Il 9 settembre scade il decreto che, a luglio, aveva aggiornato le regole sul cosiddetto «golden power», i poteri speciali che il governo può esercitare sulle attività strategiche, incluse quelle delle telecomunicazioni.  Il consiglio dei ministri ha esercitato allora i «poteri speciali» su contratti che apparecchiature utilizzate per lo sviluppo delle rete. I provvedimenti adottati segnano una stretta soprattutto sui fornitori cinesi, come Huawei e Zte, quelli finiti al centro della «scomunica» del presidente Usa, Donald Trump, e vigilati speciali anche in Italia. Destinatarie del provvedimento – con sfumature differenti – sono Vodafone, Wind Tre, Fastweb, Tim e Linkem e riguardano le forniture tecnologiche da parte di aziende extra Ue che, nei mesi scorsi, le aziende hanno dovuto notificare al governo. La Stampa spiega oggi che nella scala del possibile intervento statale, poteva andare molto peggio:



Non c’è nessun veto. Si tratta di un via libera, sebbene condizionato e con prescrizioni. Per le compagnie si prevedono in buona sostanza impegni di rafforzare la sicurezza sugli apparati oggetti di notifica, ci sono obblighi informativi, con test periodici effettuati da fornitori esterni. In più ci sarà un dialogo aperto con un comitato di monitoraggio che sarà creato in ambito governativo. Tutto questo sarà accompagnato da una relazione semestrale in cui le società dovranno mostrare di aver dato corso agli adempimenti richiesti.

 



Le rivoluzioni delle tlc (Il Messaggero, 29 marzo 2019)

Marco Palombi sul Fatto invece la legge come un favore a Trump:

La seconda decisione del Consiglio dei ministri invece, come detto, è una cambiale che andava pagata a Donald Trump e si doveva farlo subito: mettere i bastoni tra le ruote all’avanzata delle società cinesi di Tlc nell’internet della prossima generazione, il 5G. Washington pretendeva lo stop a tal punto che a fine luglio l’ambasciatore in Italia Lewis Eisenberg aveva convocato Luigi Di Maio a Palazzo Taverna per sollecitarlo a prendere provvedimenti e, non soddisfatto delle parole dell’allora ministro dello Sviluppo, s’era precipitato pure a Palazzo Chigi da Giancarlo Giorgetti.

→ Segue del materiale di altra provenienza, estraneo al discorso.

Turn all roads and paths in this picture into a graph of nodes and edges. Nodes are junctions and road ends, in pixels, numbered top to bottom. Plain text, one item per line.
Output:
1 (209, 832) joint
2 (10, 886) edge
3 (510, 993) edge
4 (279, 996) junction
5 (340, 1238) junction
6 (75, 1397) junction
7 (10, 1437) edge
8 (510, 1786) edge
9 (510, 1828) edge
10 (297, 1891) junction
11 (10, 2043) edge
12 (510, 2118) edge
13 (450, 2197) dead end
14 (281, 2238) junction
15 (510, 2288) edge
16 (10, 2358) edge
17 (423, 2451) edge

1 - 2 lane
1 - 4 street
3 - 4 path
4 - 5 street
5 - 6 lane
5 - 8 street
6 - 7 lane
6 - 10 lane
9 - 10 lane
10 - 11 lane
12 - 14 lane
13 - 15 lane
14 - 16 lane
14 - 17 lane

Ecco, ieri Trump e Eisenberg sono stati accontentati: il governo ha esercitato il cosiddetto “golden power” nei confronti di Vodafone, Wind e Fastweb – sottoponendo a condizioni i loro accordi per l’acquisto di beni e servizi 5G con le cinesi Huawei e Zte – e pure sui progetti di Tim e Linkem. La decisione andava presa in fretta: il golden power era stato introdotto,su pressioni statunitensi, con un decreto dell’11 luglio che però verrà lasciato scadere (il 9 settembre) per recuperarne i contenuti in altri veicoli legislativi. Prima che le norme “spirassero”, però, gli Usa pretendevano che venissero messi sotto controllo gli affari italiani di Huawei e Zte: fatto.